◆ Goal of the exercise ◆
Your answer should repeat every line of the records below in which the word "Akasia" appears.

◆ Supplied data ◆
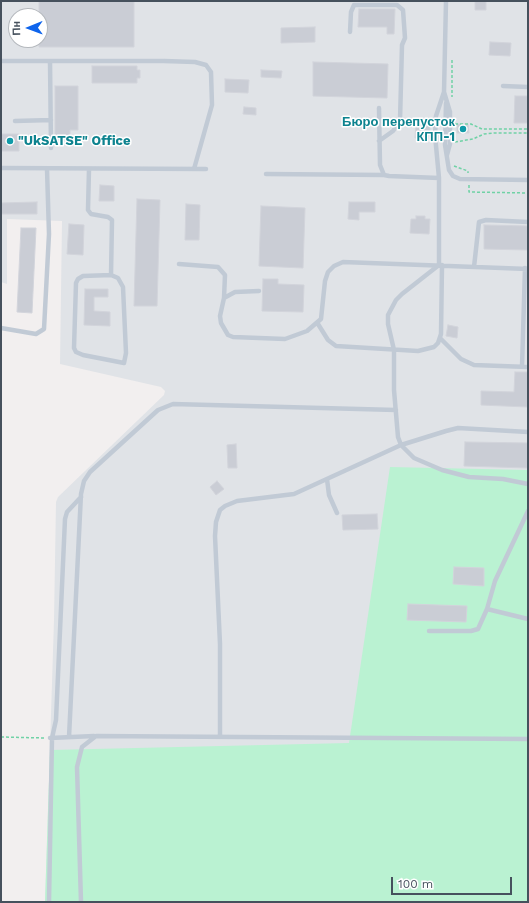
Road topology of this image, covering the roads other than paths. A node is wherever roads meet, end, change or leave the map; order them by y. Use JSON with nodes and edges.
{"nodes":[{"id":1,"x":446,"y":1,"type":"edge"},
{"id":2,"x":350,"y":32,"type":"dead end"},
{"id":3,"x":1,"y":61,"type":"edge"},
{"id":4,"x":50,"y":61,"type":"junction"},
{"id":5,"x":503,"y":86,"type":"dead end"},
{"id":6,"x":528,"y":87,"type":"edge"},
{"id":7,"x":444,"y":92,"type":"junction"},
{"id":8,"x":379,"y":108,"type":"dead end"},
{"id":9,"x":51,"y":120,"type":"junction"},
{"id":10,"x":15,"y":121,"type":"dead end"},
{"id":11,"x":379,"y":141,"type":"junction"},
{"id":12,"x":51,"y":148,"type":"dead end"},
{"id":13,"x":1,"y":168,"type":"edge"},
{"id":14,"x":48,"y":169,"type":"junction"},
{"id":15,"x":89,"y":169,"type":"junction"},
{"id":16,"x":194,"y":169,"type":"junction"},
{"id":17,"x":206,"y":169,"type":"dead end"},
{"id":18,"x":266,"y":174,"type":"dead end"},
{"id":19,"x":384,"y":175,"type":"junction"},
{"id":20,"x":439,"y":178,"type":"junction"},
{"id":21,"x":528,"y":180,"type":"edge"},
{"id":22,"x":528,"y":222,"type":"edge"},
{"id":23,"x":179,"y":264,"type":"dead end"},
{"id":24,"x":441,"y":265,"type":"junction"},
{"id":25,"x":474,"y":266,"type":"junction"},
{"id":26,"x":526,"y":269,"type":"edge"},
{"id":27,"x":111,"y":275,"type":"junction"},
{"id":28,"x":259,"y":291,"type":"dead end"},
{"id":29,"x":224,"y":298,"type":"junction"},
{"id":30,"x":318,"y":324,"type":"junction"},
{"id":31,"x":1,"y":328,"type":"edge"},
{"id":32,"x":440,"y":338,"type":"junction"},
{"id":33,"x":394,"y":350,"type":"junction"},
{"id":34,"x":522,"y":367,"type":"junction"},
{"id":35,"x":528,"y":367,"type":"edge"},
{"id":36,"x":396,"y":410,"type":"junction"},
{"id":37,"x":528,"y":432,"type":"edge"},
{"id":38,"x":401,"y":445,"type":"junction"},
{"id":39,"x":327,"y":479,"type":"junction"},
{"id":40,"x":528,"y":484,"type":"edge"},
{"id":41,"x":81,"y":497,"type":"junction"},
{"id":42,"x":528,"y":511,"type":"edge"},
{"id":43,"x":337,"y":513,"type":"dead end"},
{"id":44,"x":487,"y":609,"type":"junction"},
{"id":45,"x":528,"y":619,"type":"edge"},
{"id":46,"x":429,"y":631,"type":"dead end"},
{"id":47,"x":96,"y":736,"type":"junction"},
{"id":48,"x":70,"y":737,"type":"junction"},
{"id":49,"x":220,"y":737,"type":"junction"},
{"id":50,"x":51,"y":738,"type":"junction"},
{"id":51,"x":528,"y":739,"type":"edge"},
{"id":52,"x":49,"y":902,"type":"edge"},
{"id":53,"x":81,"y":902,"type":"edge"}],
"edges":[{"from":1,"to":7,"type":"lane"},
{"from":2,"to":11,"type":"lane"},
{"from":3,"to":4,"type":"lane"},
{"from":4,"to":9,"type":"lane"},
{"from":4,"to":16,"type":"lane"},
{"from":5,"to":6,"type":"lane"},
{"from":7,"to":20,"type":"lane"},
{"from":7,"to":21,"type":"lane"},
{"from":8,"to":11,"type":"lane"},
{"from":9,"to":10,"type":"lane"},
{"from":9,"to":12,"type":"lane"},
{"from":11,"to":19,"type":"lane"},
{"from":13,"to":14,"type":"lane"},
{"from":14,"to":15,"type":"lane"},
{"from":14,"to":31,"type":"lane"},
{"from":15,"to":16,"type":"lane"},
{"from":15,"to":27,"type":"lane"},
{"from":16,"to":17,"type":"lane"},
{"from":18,"to":19,"type":"lane"},
{"from":19,"to":20,"type":"lane"},
{"from":20,"to":24,"type":"lane"},
{"from":22,"to":25,"type":"lane"},
{"from":23,"to":29,"type":"lane"},
{"from":24,"to":25,"type":"lane"},
{"from":24,"to":30,"type":"lane"},
{"from":24,"to":32,"type":"lane"},
{"from":24,"to":33,"type":"lane"},
{"from":25,"to":26,"type":"lane"},
{"from":26,"to":34,"type":"lane"},
{"from":27,"to":27,"type":"lane"},
{"from":28,"to":29,"type":"lane"},
{"from":29,"to":30,"type":"lane"},
{"from":30,"to":33,"type":"lane"},
{"from":32,"to":33,"type":"lane"},
{"from":32,"to":34,"type":"lane"},
{"from":33,"to":36,"type":"lane"},
{"from":34,"to":35,"type":"lane"},
{"from":36,"to":38,"type":"lane"},
{"from":36,"to":41,"type":"lane"},
{"from":37,"to":38,"type":"lane"},
{"from":38,"to":39,"type":"lane"},
{"from":38,"to":40,"type":"lane"},
{"from":39,"to":43,"type":"lane"},
{"from":39,"to":49,"type":"lane"},
{"from":41,"to":48,"type":"lane"},
{"from":41,"to":50,"type":"lane"},
{"from":42,"to":44,"type":"lane"},
{"from":44,"to":45,"type":"lane"},
{"from":44,"to":46,"type":"lane"},
{"from":47,"to":48,"type":"lane"},
{"from":47,"to":49,"type":"lane"},
{"from":47,"to":53,"type":"lane"},
{"from":48,"to":50,"type":"lane"},
{"from":49,"to":51,"type":"lane"},
{"from":50,"to":52,"type":"lane"}]}
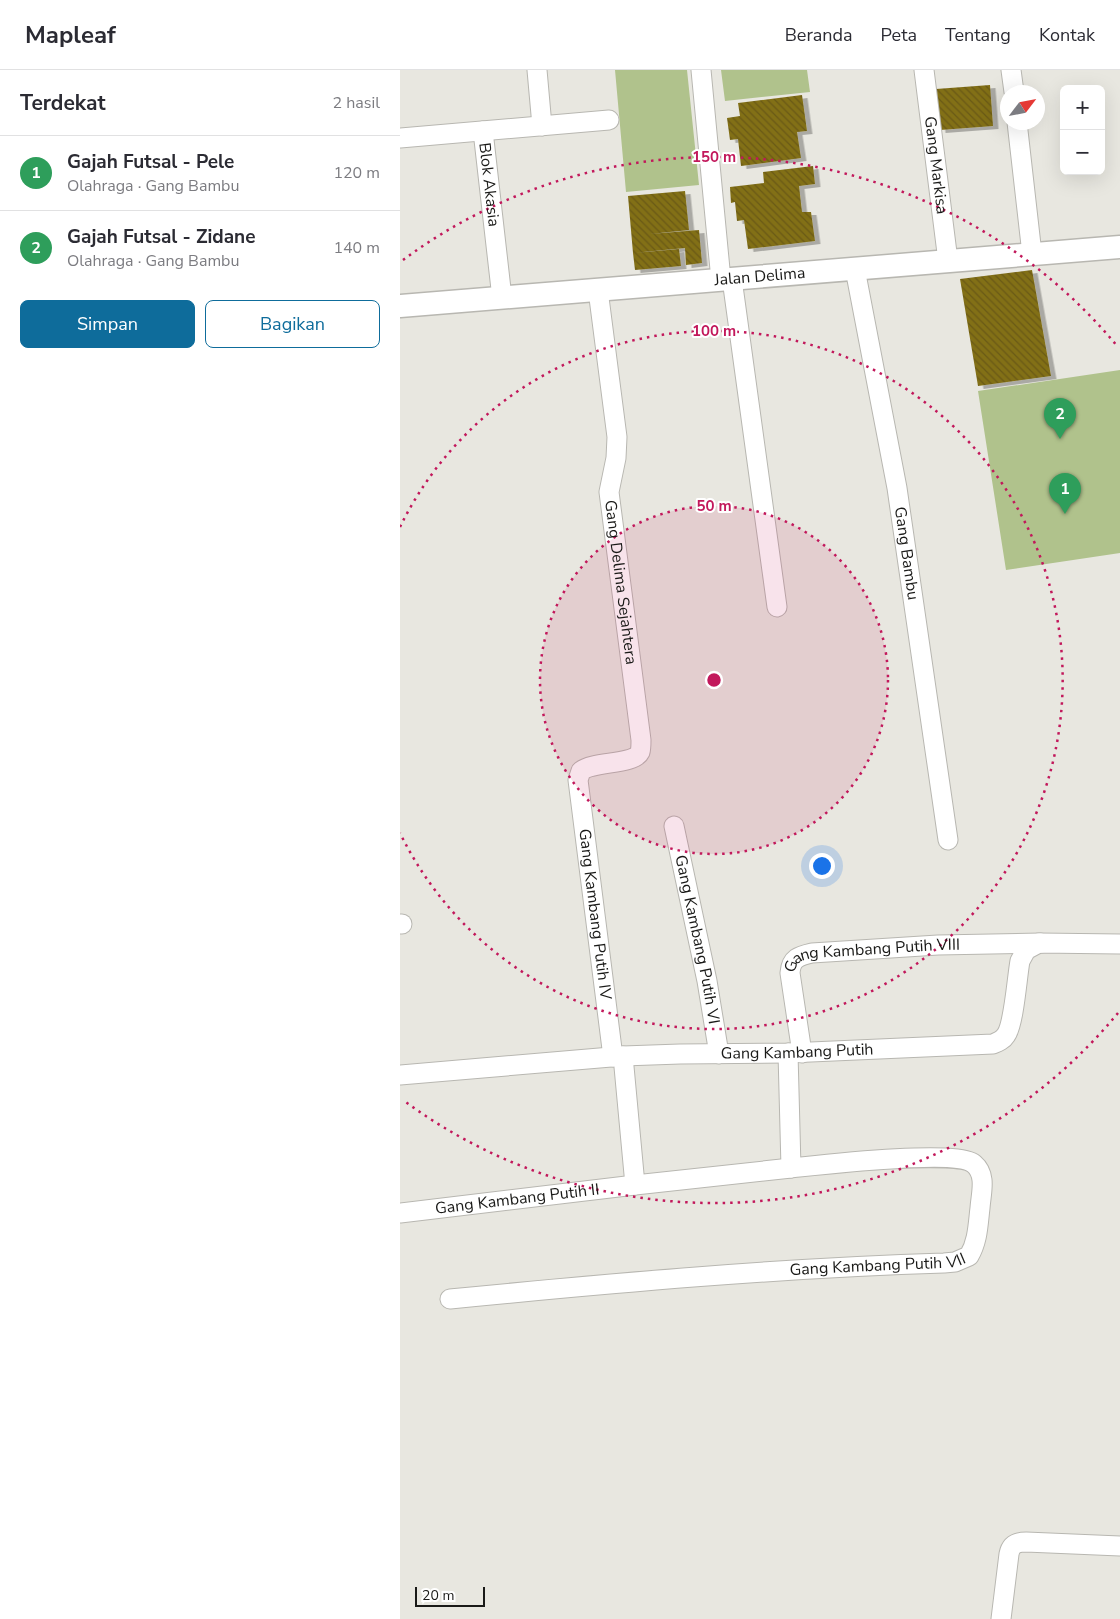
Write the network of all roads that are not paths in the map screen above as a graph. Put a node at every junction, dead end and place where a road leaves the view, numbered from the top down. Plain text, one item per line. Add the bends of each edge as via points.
1 (537, 70) edge
2 (700, 70) edge
3 (924, 70) edge
4 (1012, 70) edge
5 (1013, 85) edge
6 (609, 120) dead end
7 (542, 126) junction
8 (1018, 130) edge
9 (482, 131) junction
10 (400, 138) edge
11 (1120, 247) edge
12 (1032, 254) junction
13 (948, 261) junction
14 (855, 268) junction
15 (727, 279) junction
16 (598, 290) junction
17 (502, 298) junction
18 (400, 306) edge
19 (777, 607) dead end
20 (581, 771) joint
21 (674, 826) dead end
22 (948, 840) dead end
23 (1043, 943) junction
24 (1120, 944) edge
25 (795, 1053) junction
26 (719, 1054) junction
27 (618, 1057) junction
28 (400, 1075) edge
29 (791, 1168) junction
30 (634, 1185) junction
31 (400, 1213) edge
32 (450, 1299) dead end
33 (1120, 1546) edge
34 (1001, 1619) edge

1 - 7 street
2 - 15 street
3 - 13 street, Gang Markisa
4 - 5 street
6 - 7 street, Blok Akasia
7 - 9 street, Blok Akasia
8 - 12 street
9 - 10 street
9 - 17 street, Blok Akasia
11 - 12 street, Jalan Delima
12 - 13 street, Jalan Delima
13 - 14 street, Jalan Delima
14 - 15 street, Jalan Delima
14 - 22 street, Gang Bambu via 897,488
15 - 16 street, Jalan Delima
15 - 19 street
16 - 17 street, Jalan Delima
16 - 20 street, Gang Delima Sejahtera via 616,437 616,458 609,492 641,740 639,754 632,759 589,766
17 - 18 street, Jalan Delima
20 - 27 street, Gang Kambang Putih IV via 578,788
21 - 26 street, Gang Kambang Putih VI
23 - 24 street
23 - 25 street, Gang Kambang Putih via 1032,946 1021,956 1009,1029 997,1042
23 - 25 street, Gang Kambang Putih VIII via 938,945 801,955 794,959 790,972
25 - 26 street, Gang Kambang Putih
25 - 29 street
26 - 27 street, Gang Kambang Putih
27 - 28 street, Gang Kambang Putih
27 - 30 street, Gang Kambang Putih IV
29 - 30 street, Gang Kambang Putih II
29 - 32 street, Gang Kambang Putih VII via 911,1158 969,1161 976,1165 982,1179 973,1250 963,1260 944,1263 834,1267
30 - 31 street, Gang Kambang Putih II
33 - 34 street via 1020,1542 1010,1548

◆ Your solution ◆
6 - 7 street, Blok Akasia
7 - 9 street, Blok Akasia
9 - 17 street, Blok Akasia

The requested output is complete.